Handsome star, modern lover, he sought to be different: Shashi Kapoor

19/03/2018

In 1975 came Deewar, a film that changed Hindi cinema. Writers Salim-Javed astutely and brilliantly captured the zeitgeist, giving us a brand new hero who channelled the anger and the discontent India was seething under, toplining a plot we still reference. The film released in January 1975. The Emergency was declared in June, and there was a clamp-down on all unrest. But in the intervening six months, the landscape of Hindi cinema changed irrevocably: The Angry Young Man replaced, once and for all, the Eternal Charmer, and angst became the dominant leitmotif of the decade.
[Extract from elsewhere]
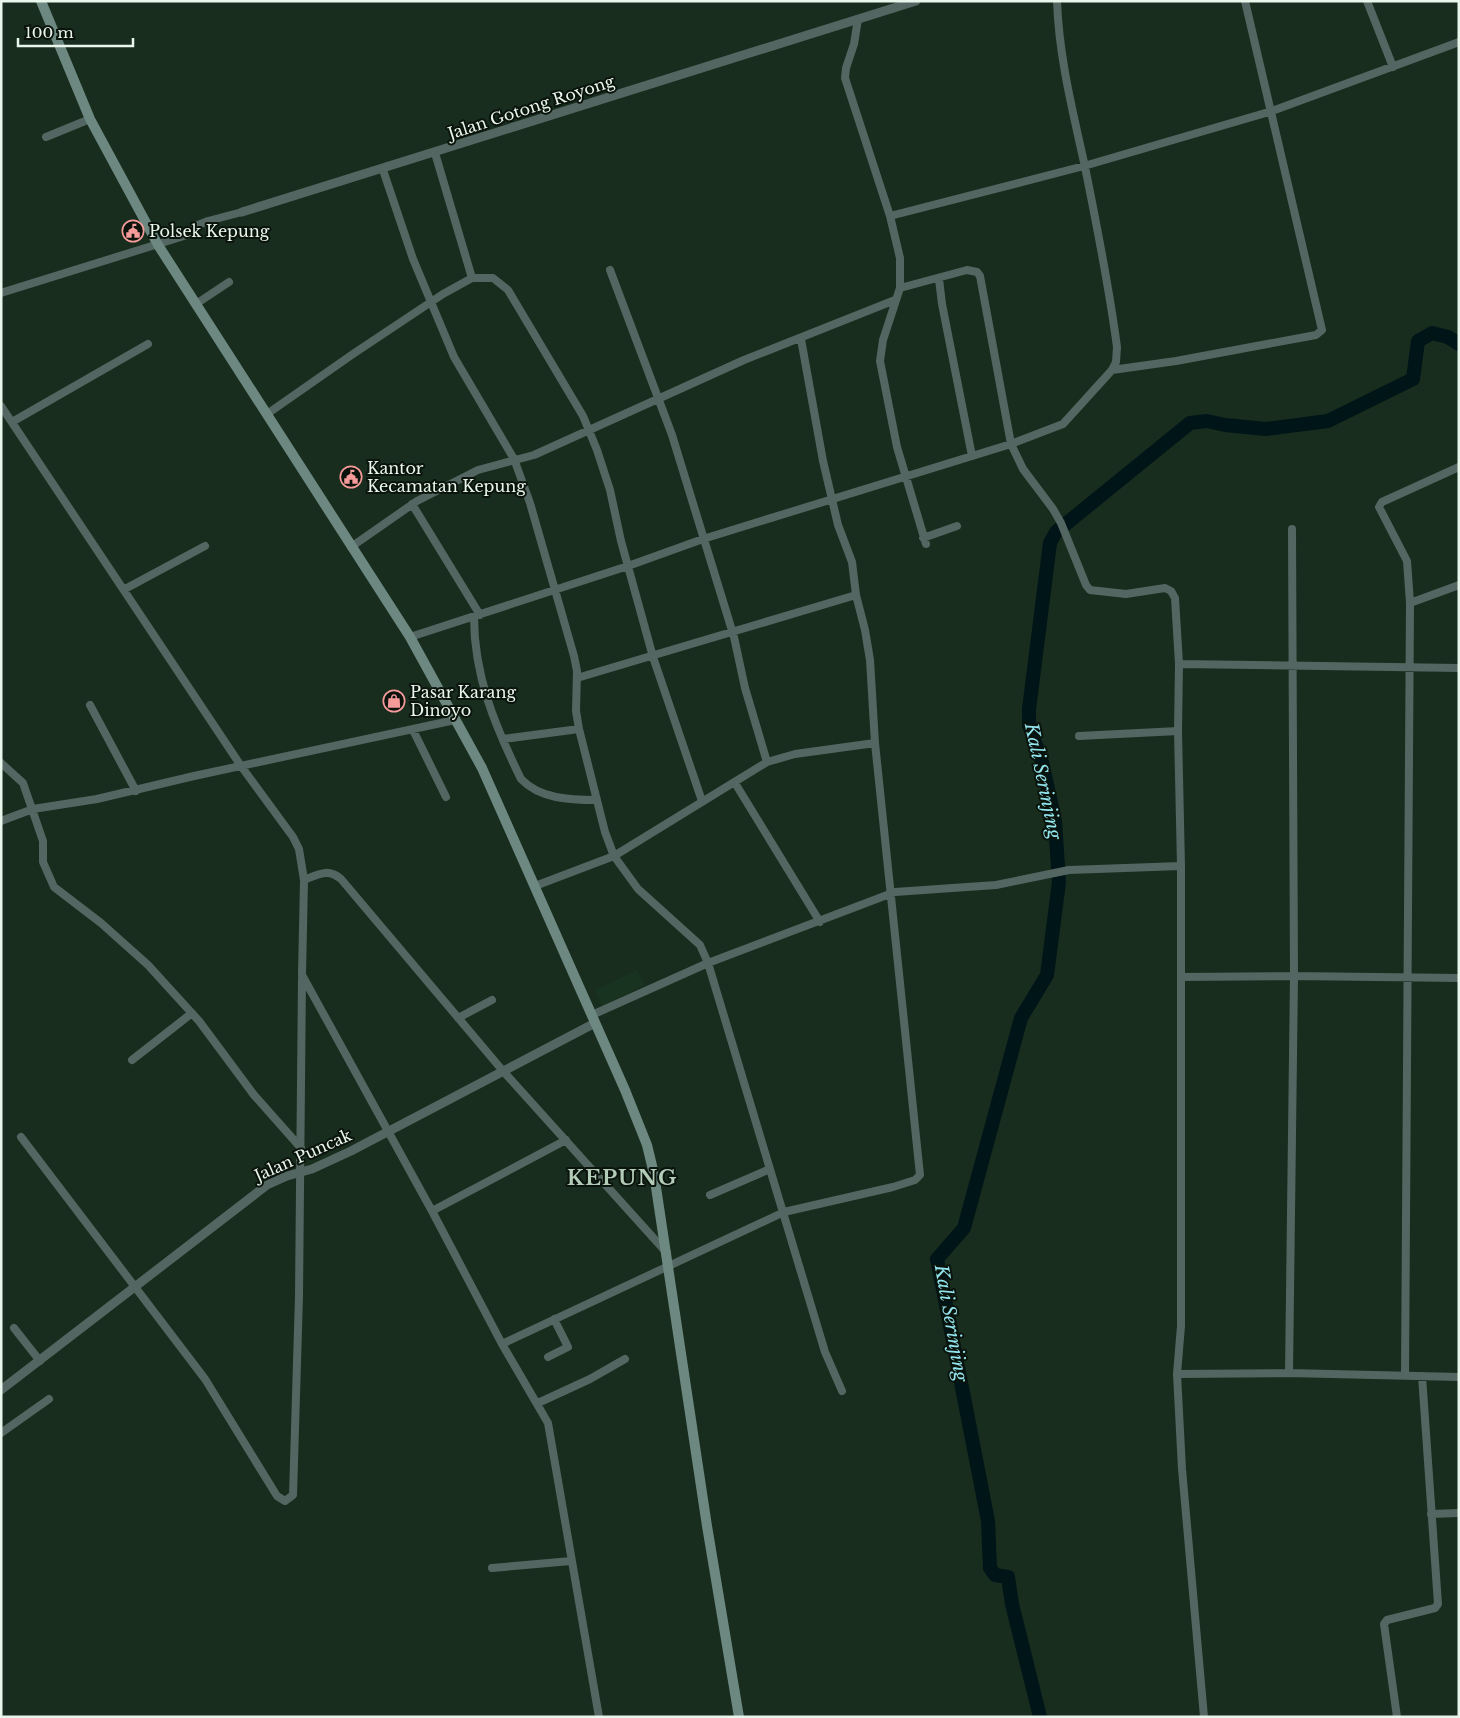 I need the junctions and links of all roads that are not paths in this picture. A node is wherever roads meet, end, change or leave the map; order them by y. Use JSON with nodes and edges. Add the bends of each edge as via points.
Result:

Amitabh Bachchan shot to the top of the heap, and stayed there all the way up to the mid-’80s, sweeping all opposition out of the way, including his co-star Shashi Kapoor. More than anything else, Deewar typified the divide between Then and Now. Kapoor, the impossibly good-looking star who had sung and danced his way through a series of hits all through the ‘60s, was reduced to playing second fiddle to the ‘ubharta sitara’.
Deewar was exceedingly well-written, stuffed with memorable dialogue. By owning a line that became as well known as the film, and which has since become immortal, Kapoor managed to stay on. “Mere paas maa hai,” Kapoor’s straight-arrow cop Ravi tells the conflicted smuggler Vijay: that one line, spoken by the very earnest, very likeable Kapoor, turned into cinema gold. But clearly, Kapoor was the past. Bachchan was the future.
In a way, it was wholly apt, because Kapoor belonged to a gentler, kinder era, when Hindi cinema was moving away from the nation-building stories of the ‘50s. It was beginning to embrace entertainment as the chief USP of a film, where it was perfectly acceptable for leading men to do nothing but romance a lovely in picturesque locations. He spoke to us as the modern Indian male, who was as comfortable in English as he was in Hindi, and who could shunt between town and village with ease.
For those who loved the techni-colour cinema of the ‘60s, which transported its heroes and heroines to the undulating slopes of popular hill stations and made them hum their way through even more popular ditties, there was no one better than Kapoor. He had the crinkly-eye look pat much before Rajesh Khanna came on the scene. He was tall, slim, handsome, the perfect boy next door. He was the non-threatening, civilised respectful lover who could be introduced to mummyji as a perfectly suitable boy, as opposed to his brash “chahe koi mujhe jungle kahe” older brother Shammi, who was the other star who reigned in the ‘60s.
They came from the same stock, and they had similar Kapoor genes, but as actors, they were wildly different. Shammi was determinedly in-your-face, who shimmied and shook, and yahooed his way into the movies. Shashi was gentle, debonair, and the ultimate sophisticate: even when he plays a penniless teacher in the Ivory-Merchant The Householder (1962), one of his earliest films, you knew he was destined for better things.
He romanced Babita (Haseena Maan Jayegi), Nanda (Jab Jab Phool Khile), Sharmila Tagore (Aa Gale Lag Ja, New Delhi Times), Asha Parekh (Pyar Ka Mausam), Rakhee (Sharmeelee), Zeenat Aman (Satyam Shivam Sunda ram), Rekha (Kalyug, Vijeta), Hema Malini (Abhinetri). What’s interesting in this varied swathe, which took him from the ‘60s to the ‘80s, is that Kapoor created a fit with all of them. Unlike many of his contemporaries, he was not insecure, sharing space and screen time with his leading ladies.
It was not just in this that Kapoor was visibly cut from a different cloth. His marriage to the very British Jennifer Kendal, his experience in theatre, and his love for cinema of all kinds led him down untrodden paths. He may have acted in soppy melodramas, but on a parallel track, he produced a clutch of very different films, from 1978 to 1984: Junoon, Kalyug, 36 Chowringhee Lane, Vijeta, Utsav. Not one of these films made him any money (in fact, it was said that he lost a bundle on his productions), but these films gave him the creative satisfaction he craved.
Shashi Kapoor wore his looks, and his understated acting ability lightly, sometimes so lightly that you often overlooked his skills. In Kabhie Kabhie, yet another of the films in which he played alongside Bachchan, his presence, dignified, calm, added immense flavour to the Yash Chopra classic. He did in that one what he did best: came on, smiled that inimitable smile, and nestled in a corner of our hearts.